■ Work order ■
Scan the entries for "Rotary". Every line that holds it is to be copied.

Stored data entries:
▶

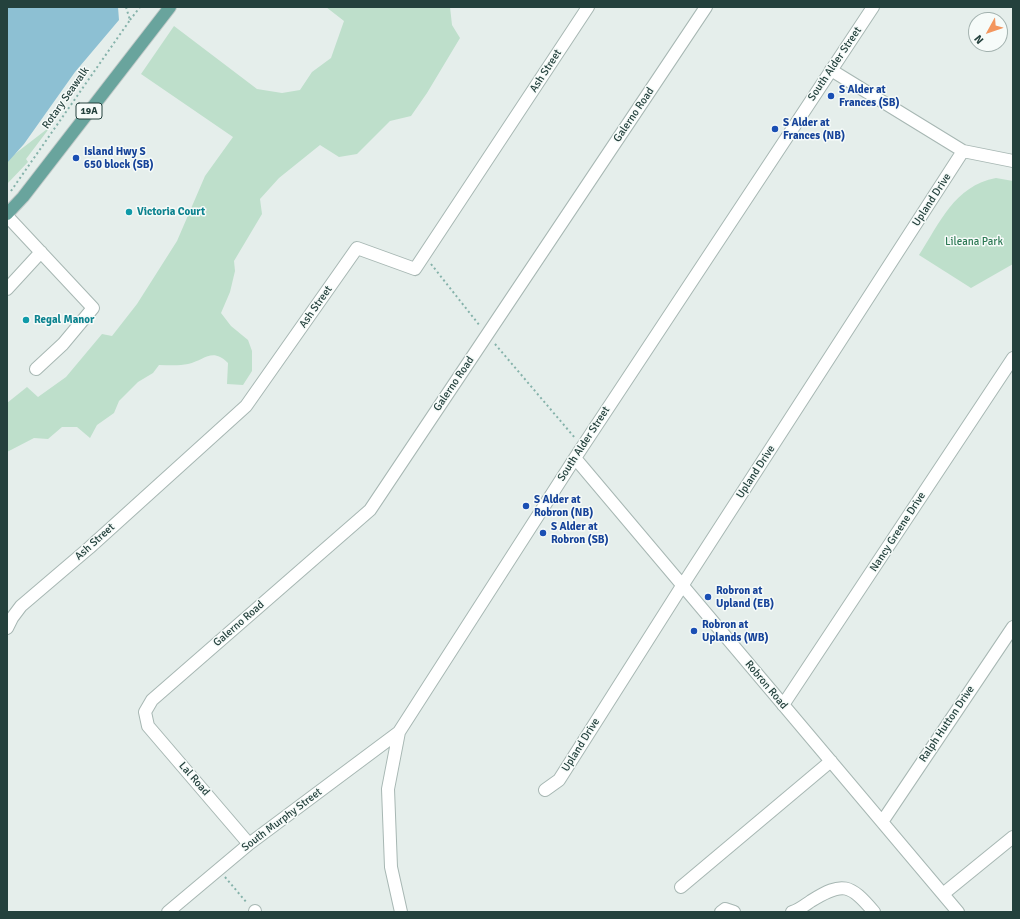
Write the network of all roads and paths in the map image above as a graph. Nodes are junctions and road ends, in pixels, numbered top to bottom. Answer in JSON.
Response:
{"nodes":[{"id":1,"x":126,"y":7,"type":"edge"},
{"id":2,"x":140,"y":7,"type":"edge"},
{"id":3,"x":170,"y":7,"type":"edge"},
{"id":4,"x":588,"y":7,"type":"edge"},
{"id":5,"x":706,"y":7,"type":"edge"},
{"id":6,"x":872,"y":7,"type":"edge"},
{"id":7,"x":130,"y":20,"type":"junction"},
{"id":8,"x":831,"y":70,"type":"junction"},
{"id":9,"x":963,"y":151,"type":"junction"},
{"id":10,"x":1013,"y":161,"type":"edge"},
{"id":11,"x":7,"y":197,"type":"edge"},
{"id":12,"x":7,"y":215,"type":"edge"},
{"id":13,"x":41,"y":252,"type":"junction"},
{"id":14,"x":424,"y":255,"type":"junction"},
{"id":15,"x":7,"y":289,"type":"edge"},
{"id":16,"x":487,"y":334,"type":"junction"},
{"id":17,"x":1013,"y":358,"type":"edge"},
{"id":18,"x":36,"y":369,"type":"dead end"},
{"id":19,"x":582,"y":446,"type":"junction"},
{"id":20,"x":574,"y":458,"type":"junction"},
{"id":21,"x":682,"y":586,"type":"junction"},
{"id":22,"x":1013,"y":626,"type":"edge"},
{"id":23,"x":7,"y":628,"type":"edge"},
{"id":24,"x":783,"y":705,"type":"junction"},
{"id":25,"x":145,"y":712,"type":"joint"},
{"id":26,"x":399,"y":732,"type":"junction"},
{"id":27,"x":831,"y":761,"type":"junction"},
{"id":28,"x":545,"y":790,"type":"dead end"},
{"id":29,"x":882,"y":822,"type":"junction"},
{"id":30,"x":1013,"y":837,"type":"edge"},
{"id":31,"x":249,"y":844,"type":"junction"},
{"id":32,"x":219,"y":870,"type":"junction"},
{"id":33,"x":681,"y":887,"type":"dead end"},
{"id":34,"x":945,"y":903,"type":"edge"},
{"id":35,"x":255,"y":911,"type":"edge"},
{"id":36,"x":168,"y":912,"type":"edge"},
{"id":37,"x":401,"y":912,"type":"edge"},
{"id":38,"x":721,"y":912,"type":"edge"},
{"id":39,"x":734,"y":912,"type":"edge"},
{"id":40,"x":792,"y":912,"type":"edge"},
{"id":41,"x":874,"y":912,"type":"edge"},
{"id":42,"x":958,"y":912,"type":"edge"}],
"edges":[{"from":1,"to":7,"type":"path"},
{"from":2,"to":7,"type":"path","name":"Rotary Seawalk"},
{"from":3,"to":12,"type":"main road","number":"19A"},
{"from":4,"to":14,"type":"street","name":"Ash Street"},
{"from":5,"to":16,"type":"street","name":"Galerno Road"},
{"from":6,"to":8,"type":"street","name":"South Alder Street"},
{"from":7,"to":11,"type":"path","name":"Rotary Seawalk"},
{"from":8,"to":9,"type":"street"},
{"from":8,"to":19,"type":"street","name":"South Alder Street"},
{"from":9,"to":10,"type":"street"},
{"from":9,"to":21,"type":"street","name":"Upland Drive"},
{"from":12,"to":13,"type":"street"},
{"from":13,"to":15,"type":"street"},
{"from":13,"to":18,"type":"street"},
{"from":14,"to":16,"type":"path"},
{"from":14,"to":23,"type":"street","name":"Ash Street"},
{"from":16,"to":19,"type":"path"},
{"from":16,"to":25,"type":"street","name":"Galerno Road"},
{"from":17,"to":24,"type":"street","name":"Nancy Greene Drive"},
{"from":19,"to":20,"type":"street","name":"South Alder Street"},
{"from":20,"to":21,"type":"street","name":"Robron Road"},
{"from":20,"to":26,"type":"street","name":"South Alder Street"},
{"from":21,"to":24,"type":"street","name":"Robron Road"},
{"from":21,"to":28,"type":"street","name":"Upland Drive"},
{"from":22,"to":29,"type":"street","name":"Ralph Hutton Drive"},
{"from":24,"to":27,"type":"street","name":"Robron Road"},
{"from":25,"to":31,"type":"street","name":"Lal Road"},
{"from":26,"to":31,"type":"street","name":"South Murphy Street"},
{"from":26,"to":37,"type":"street","name":"South Alder Street"},
{"from":27,"to":29,"type":"street","name":"Robron Road"},
{"from":27,"to":33,"type":"street"},
{"from":29,"to":34,"type":"street","name":"Robron Road"},
{"from":30,"to":34,"type":"street"},
{"from":31,"to":32,"type":"street","name":"South Murphy Street"},
{"from":32,"to":35,"type":"path"},
{"from":32,"to":36,"type":"street","name":"South Murphy Street"},
{"from":34,"to":42,"type":"street","name":"Robron Road"},
{"from":38,"to":39,"type":"street"},
{"from":40,"to":41,"type":"street"}]}
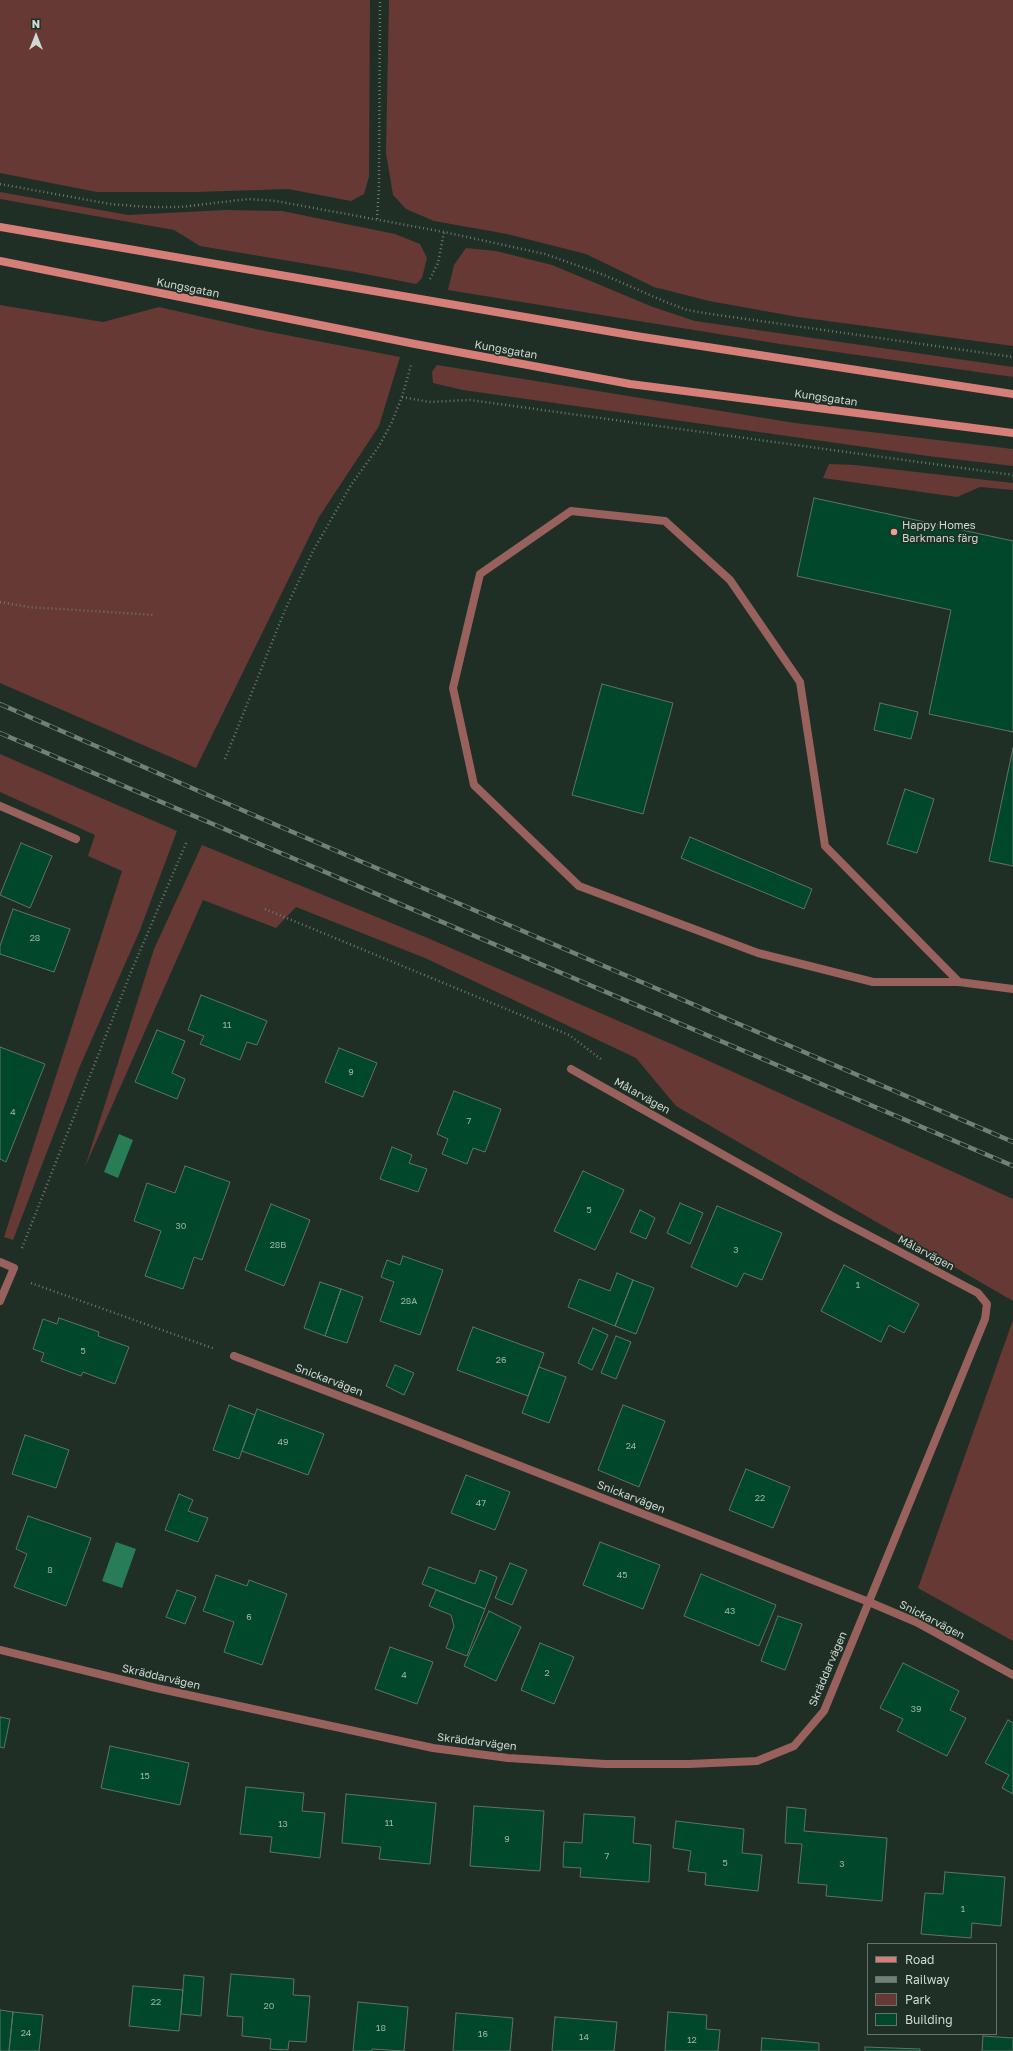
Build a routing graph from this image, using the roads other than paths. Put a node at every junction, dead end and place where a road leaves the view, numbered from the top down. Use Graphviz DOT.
graph roads {
  1 [pos="0,227"];
  2 [pos="0,261"];
  3 [pos="1013,394"];
  4 [pos="1013,433"];
  5 [pos="0,806"];
  6 [pos="76,839"];
  7 [pos="959,982"];
  8 [pos="1013,989"];
  9 [pos="571,1069"];
  10 [pos="0,1262"];
  11 [pos="0,1301"];
  12 [pos="234,1356"];
  13 [pos="868,1602"];
  14 [pos="0,1650"];
  15 [pos="1013,1675"];
  1 -- 3 [label="main road"];
  2 -- 4 [label="main road, Kungsgatan"];
  5 -- 6 [label="street"];
  7 -- 7 [label="street"];
  7 -- 8 [label="street"];
  9 -- 13 [label="street, Målarvägen"];
  10 -- 11 [label="street"];
  12 -- 13 [label="street, Snickarvägen"];
  13 -- 14 [label="street, Skräddarvägen"];
  13 -- 15 [label="street, Snickarvägen"];
}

◀

■ Solution to the exercise ■
{"from":2,"to":7,"type":"path","name":"Rotary Seawalk"},
{"from":7,"to":11,"type":"path","name":"Rotary Seawalk"},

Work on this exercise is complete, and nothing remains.